OpenSSL -- does it work at all?

zawar

From what I understand, PHP is strictly a server-side programming language. For SSL to work, some of the functionality has to necessarily reside on the client side. I wonder how we can manage that with OpenSSL functions in PHP.

Zawar

Weedpacket

[man]OpenSSL[/man]
This module uses the functions of OpenSSL for generation and verification of signatures and for sealing (encrypting) and opening (decrypting) data.

In other words, OpenSSL provides that functionality.

zawar

I am not questioning the functionality provided. My concern is that SSL is an 'on the wire' protocol whereas - as in PHP - if all the processing happens on the server side, then it is not possible to secure data at the client end. Conversely, if the server sends secure data to the client, then the client doesn't have any way (within PHP) of decrypting the data.

Consider this scenario: Server creates a public/private key pair and expects to recieve data from the client encrypted by the public key. For this the server broadcasts the public key to the client(s). How will the client encrypt the data when no PHP processing happens on the client side?

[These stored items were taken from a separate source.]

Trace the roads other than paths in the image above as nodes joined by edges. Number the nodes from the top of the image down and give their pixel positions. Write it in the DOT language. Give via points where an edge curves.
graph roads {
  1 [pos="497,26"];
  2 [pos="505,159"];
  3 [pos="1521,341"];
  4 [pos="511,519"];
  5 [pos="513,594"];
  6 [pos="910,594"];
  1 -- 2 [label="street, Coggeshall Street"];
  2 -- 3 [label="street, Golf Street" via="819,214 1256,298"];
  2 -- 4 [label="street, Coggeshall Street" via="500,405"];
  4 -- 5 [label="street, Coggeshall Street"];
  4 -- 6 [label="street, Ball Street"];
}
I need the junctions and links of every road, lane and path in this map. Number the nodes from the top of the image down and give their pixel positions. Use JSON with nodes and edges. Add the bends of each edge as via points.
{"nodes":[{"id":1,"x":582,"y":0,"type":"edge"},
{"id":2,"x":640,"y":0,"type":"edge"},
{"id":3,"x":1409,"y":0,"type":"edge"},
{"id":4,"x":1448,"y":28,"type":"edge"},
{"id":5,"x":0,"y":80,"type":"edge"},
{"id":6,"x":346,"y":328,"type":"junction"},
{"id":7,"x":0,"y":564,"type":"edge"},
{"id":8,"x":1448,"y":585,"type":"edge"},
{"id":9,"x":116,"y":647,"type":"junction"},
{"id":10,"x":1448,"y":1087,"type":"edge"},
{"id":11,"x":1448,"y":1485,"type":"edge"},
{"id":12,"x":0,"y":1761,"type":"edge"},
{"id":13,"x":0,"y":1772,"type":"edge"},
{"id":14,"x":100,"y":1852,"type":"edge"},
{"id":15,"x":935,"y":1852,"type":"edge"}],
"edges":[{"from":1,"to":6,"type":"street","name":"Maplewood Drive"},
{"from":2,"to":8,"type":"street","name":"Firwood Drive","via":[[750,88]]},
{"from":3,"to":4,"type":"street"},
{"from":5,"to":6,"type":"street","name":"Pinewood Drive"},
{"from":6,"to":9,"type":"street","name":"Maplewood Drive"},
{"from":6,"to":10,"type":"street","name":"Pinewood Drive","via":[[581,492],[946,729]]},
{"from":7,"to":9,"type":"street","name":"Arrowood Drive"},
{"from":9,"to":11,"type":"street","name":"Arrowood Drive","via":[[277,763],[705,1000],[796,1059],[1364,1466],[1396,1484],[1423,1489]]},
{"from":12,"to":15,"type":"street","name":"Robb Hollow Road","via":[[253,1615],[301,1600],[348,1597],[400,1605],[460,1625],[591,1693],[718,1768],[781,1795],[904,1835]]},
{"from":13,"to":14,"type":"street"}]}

Scenario #2: Server sends encrypted data to client. The data is encrypted by the client's public key. How will the decryption happen on the client side when no PHP executes on the client side?

Hope I have made myself clear.

Zawar

mcrbids

He?

The easiest way to use openssl is to use a web address such as

https://yourserver.com/yourscript.php

Apache and your ISP take care of the SSL stuff. It usually costs $150/year for a certificate. (I can get you one for 1/2 that, though)

In this case SSL is happening between user's browser and your web server. (Usually Apache)

From the scope of PHP, SSL is almost never relevant unless you are trying to initiate a connection from your PHP script to another server. In which case, you'd better be using 4.3.x or higher.

-Ben

Weedpacket

Originally posted by zawar
Scenario #1:...

Scenario #2:...

Hope I have made myself clear.

Obviously the client has to understand SSL protocol as well if it is to use SSL when communicating with the server, just as HTTP clients and HTTP servers both have to understand HTTP in order to communicate. Whether the client does SSL or not is not the server's responsibility - if they can't or won't do SSL then that's their problem and they miss out. If you wanna talk with the natives, you gotta speak the language.

zawar

Thanks for the help guys. No offense weedpack ... I had the audacity to think of SSL as an application level protocol 😉.

Zawar

Weedpacket

Originally posted by zawar
Thanks for the help guys. No offense weedpack ... I had the audacity to think of SSL as an application level protocol 😉.

Zawar

Well, by definition, a protocol is something that has to be understood by all participants for it to work 🙂